Ondanks het feit dat de woning op een dijkje stond werd het hele gezin ingezet om de meubels uit de kamer en de keuken naar de bovenverdieping te brengen. Ze verhuisden de voedselvoorraad eveneens naar boven. Het water begon door de huiskamer te stromen met brute kracht. Vader Vissers wist nog een kit kolen te halen en het water stopte met stijgen. De kachel kon gelukkig nog brandend worden gehouden. Op een zeker moment vloog de buitendeur met een grote klap open, daardoor zag de familie hoe de zijgevel van het lagergelegen huis van de buren instortte. Op de zolder van het deels ingestorte huis zagen ze vier mensen staan. De afstand tussen de twee huizen was maar ongeveer 90 centimeter, Adrie's vader riep naar de vier mensen maar de storm gierde met zo'n geweld dat de woorden ondanks de korte afstand onverstaanbaar waren. Hij zag kans een stuk touw te halen en gooide dit over naar het gehavende huis. De buurvrouw in nood op de zolder, bond men het touw om haar middel. Ze wilden haar naar de overkant helpen maar dat lukte niet. Telkens sloeg zij door het woeste water tegen de hoek van het huis om proestend boven de golven uit te komen. De arme vrouw kreeg veel water binnen. Haar man probeerde haar keer op keer te redden. Inmiddels had het kolkende water een metersdiep gat geslagen onder de stoep van de voordeur van Adrie's ouderlijk huis. De buurman wist met veel moeite een ladder te pakken, deze werd vanuit een kamer van het stukgeslagen huis naar de voordeur van Adrie's familie gelegd. Uiteindelijk wisten de vier buren bij het huis van de familie Vissers naar binnen te klimmen. Zij bleven de verdere nacht in dit huis.
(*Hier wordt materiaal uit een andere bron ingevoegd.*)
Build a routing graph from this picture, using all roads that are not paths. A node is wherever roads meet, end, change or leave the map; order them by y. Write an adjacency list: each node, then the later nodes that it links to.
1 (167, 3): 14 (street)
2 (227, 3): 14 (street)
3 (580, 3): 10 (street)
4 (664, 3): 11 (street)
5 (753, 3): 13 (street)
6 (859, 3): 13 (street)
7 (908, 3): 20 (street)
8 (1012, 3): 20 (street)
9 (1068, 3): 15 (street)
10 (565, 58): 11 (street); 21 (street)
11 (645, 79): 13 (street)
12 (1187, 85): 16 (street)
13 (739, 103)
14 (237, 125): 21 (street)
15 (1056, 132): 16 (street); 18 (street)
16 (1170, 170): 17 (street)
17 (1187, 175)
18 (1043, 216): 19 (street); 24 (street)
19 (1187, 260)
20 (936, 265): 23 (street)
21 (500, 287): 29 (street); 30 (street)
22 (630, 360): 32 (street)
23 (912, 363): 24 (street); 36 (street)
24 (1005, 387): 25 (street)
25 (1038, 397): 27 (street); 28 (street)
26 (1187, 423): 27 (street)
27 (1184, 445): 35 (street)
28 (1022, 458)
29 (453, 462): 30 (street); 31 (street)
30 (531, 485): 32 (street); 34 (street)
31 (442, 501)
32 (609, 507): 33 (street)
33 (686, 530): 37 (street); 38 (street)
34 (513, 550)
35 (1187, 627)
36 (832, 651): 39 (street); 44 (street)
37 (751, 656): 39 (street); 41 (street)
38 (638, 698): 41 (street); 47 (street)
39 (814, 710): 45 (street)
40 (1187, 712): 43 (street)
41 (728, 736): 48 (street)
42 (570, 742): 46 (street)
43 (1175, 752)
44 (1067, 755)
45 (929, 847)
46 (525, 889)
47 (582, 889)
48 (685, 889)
's Morgens 1 februari 1953 werden alle mensen die in het huis verbleven, opgehaald door militairen in een amfibievoertuig van de kazerne in Raamsdonksveer. Ze werden geëvacueerd naar de Katholieke Meisjesschool in de Kerkstraat naast het ziekenhuis. Aangekomen in de school stapelden de evacués de schoolbanken op elkaar. De militairen brachten enorme hoeveelheden stro en stapels dekens mee naar binnen. De school was overvol mensen, desondanks sliepen de meesten vlug in door vermoeidheid. De ouders van Adrie gingen naar drie dagen al naar huis, ze hielden het niet meer uit in de school. Ze waren de eersten die terugkeerden, met als gasten een leger vlooien op hun lichaam. De andere evacués volgden een dag tot een week later. Adrie kan zich nog herinneren dat het onder water gelopen landschap die winter dichtvroor. De kinderen gingen op schaatsen naar school."